[Problem statement]: The answer must be an exact transcription of every record.

[Given records]:
[Start of section]

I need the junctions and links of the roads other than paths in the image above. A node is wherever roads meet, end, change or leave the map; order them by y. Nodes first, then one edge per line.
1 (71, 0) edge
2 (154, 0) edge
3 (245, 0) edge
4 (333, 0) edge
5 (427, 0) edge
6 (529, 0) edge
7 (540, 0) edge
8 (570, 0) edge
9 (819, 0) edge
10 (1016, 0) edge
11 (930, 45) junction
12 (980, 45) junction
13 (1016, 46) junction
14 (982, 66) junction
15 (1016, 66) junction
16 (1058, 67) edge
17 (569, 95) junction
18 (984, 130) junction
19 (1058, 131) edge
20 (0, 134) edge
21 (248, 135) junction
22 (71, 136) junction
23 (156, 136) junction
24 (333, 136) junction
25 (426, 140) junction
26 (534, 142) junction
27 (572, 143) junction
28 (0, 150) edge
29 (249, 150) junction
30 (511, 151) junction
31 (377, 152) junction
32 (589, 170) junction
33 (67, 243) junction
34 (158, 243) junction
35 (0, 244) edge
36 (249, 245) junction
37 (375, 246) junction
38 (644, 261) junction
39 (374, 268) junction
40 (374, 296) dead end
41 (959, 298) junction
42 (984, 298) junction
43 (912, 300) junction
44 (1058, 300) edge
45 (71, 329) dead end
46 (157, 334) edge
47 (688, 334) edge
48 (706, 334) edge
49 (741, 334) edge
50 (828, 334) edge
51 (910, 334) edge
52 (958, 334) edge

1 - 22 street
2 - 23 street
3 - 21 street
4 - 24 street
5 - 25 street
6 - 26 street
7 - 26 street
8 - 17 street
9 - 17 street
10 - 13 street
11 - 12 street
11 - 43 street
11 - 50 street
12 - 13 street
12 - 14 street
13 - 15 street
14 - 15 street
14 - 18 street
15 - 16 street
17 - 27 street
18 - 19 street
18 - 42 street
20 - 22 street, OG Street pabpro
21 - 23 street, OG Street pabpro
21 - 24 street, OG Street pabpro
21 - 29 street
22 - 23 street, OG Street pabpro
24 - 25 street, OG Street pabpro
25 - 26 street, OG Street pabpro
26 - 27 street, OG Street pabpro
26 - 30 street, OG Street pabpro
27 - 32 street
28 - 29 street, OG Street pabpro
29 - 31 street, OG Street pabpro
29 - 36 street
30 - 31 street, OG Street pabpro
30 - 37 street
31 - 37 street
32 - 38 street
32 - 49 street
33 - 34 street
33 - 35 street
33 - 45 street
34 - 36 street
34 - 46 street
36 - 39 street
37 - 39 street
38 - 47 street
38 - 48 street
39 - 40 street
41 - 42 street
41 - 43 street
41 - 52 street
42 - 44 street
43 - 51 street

[End of section]

[Finished exercise]:
I need the junctions and links of the roads other than paths in the image above. A node is wherever roads meet, end, change or leave the map; order them by y. Nodes first, then one edge per line.
1 (71, 0) edge
2 (154, 0) edge
3 (245, 0) edge
4 (333, 0) edge
5 (427, 0) edge
6 (529, 0) edge
7 (540, 0) edge
8 (570, 0) edge
9 (819, 0) edge
10 (1016, 0) edge
11 (930, 45) junction
12 (980, 45) junction
13 (1016, 46) junction
14 (982, 66) junction
15 (1016, 66) junction
16 (1058, 67) edge
17 (569, 95) junction
18 (984, 130) junction
19 (1058, 131) edge
20 (0, 134) edge
21 (248, 135) junction
22 (71, 136) junction
23 (156, 136) junction
24 (333, 136) junction
25 (426, 140) junction
26 (534, 142) junction
27 (572, 143) junction
28 (0, 150) edge
29 (249, 150) junction
30 (511, 151) junction
31 (377, 152) junction
32 (589, 170) junction
33 (67, 243) junction
34 (158, 243) junction
35 (0, 244) edge
36 (249, 245) junction
37 (375, 246) junction
38 (644, 261) junction
39 (374, 268) junction
40 (374, 296) dead end
41 (959, 298) junction
42 (984, 298) junction
43 (912, 300) junction
44 (1058, 300) edge
45 (71, 329) dead end
46 (157, 334) edge
47 (688, 334) edge
48 (706, 334) edge
49 (741, 334) edge
50 (828, 334) edge
51 (910, 334) edge
52 (958, 334) edge

1 - 22 street
2 - 23 street
3 - 21 street
4 - 24 street
5 - 25 street
6 - 26 street
7 - 26 street
8 - 17 street
9 - 17 street
10 - 13 street
11 - 12 street
11 - 43 street
11 - 50 street
12 - 13 street
12 - 14 street
13 - 15 street
14 - 15 street
14 - 18 street
15 - 16 street
17 - 27 street
18 - 19 street
18 - 42 street
20 - 22 street, OG Street pabpro
21 - 23 street, OG Street pabpro
21 - 24 street, OG Street pabpro
21 - 29 street
22 - 23 street, OG Street pabpro
24 - 25 street, OG Street pabpro
25 - 26 street, OG Street pabpro
26 - 27 street, OG Street pabpro
26 - 30 street, OG Street pabpro
27 - 32 street
28 - 29 street, OG Street pabpro
29 - 31 street, OG Street pabpro
29 - 36 street
30 - 31 street, OG Street pabpro
30 - 37 street
31 - 37 street
32 - 38 street
32 - 49 street
33 - 34 street
33 - 35 street
33 - 45 street
34 - 36 street
34 - 46 street
36 - 39 street
37 - 39 street
38 - 47 street
38 - 48 street
39 - 40 street
41 - 42 street
41 - 43 street
41 - 52 street
42 - 44 street
43 - 51 street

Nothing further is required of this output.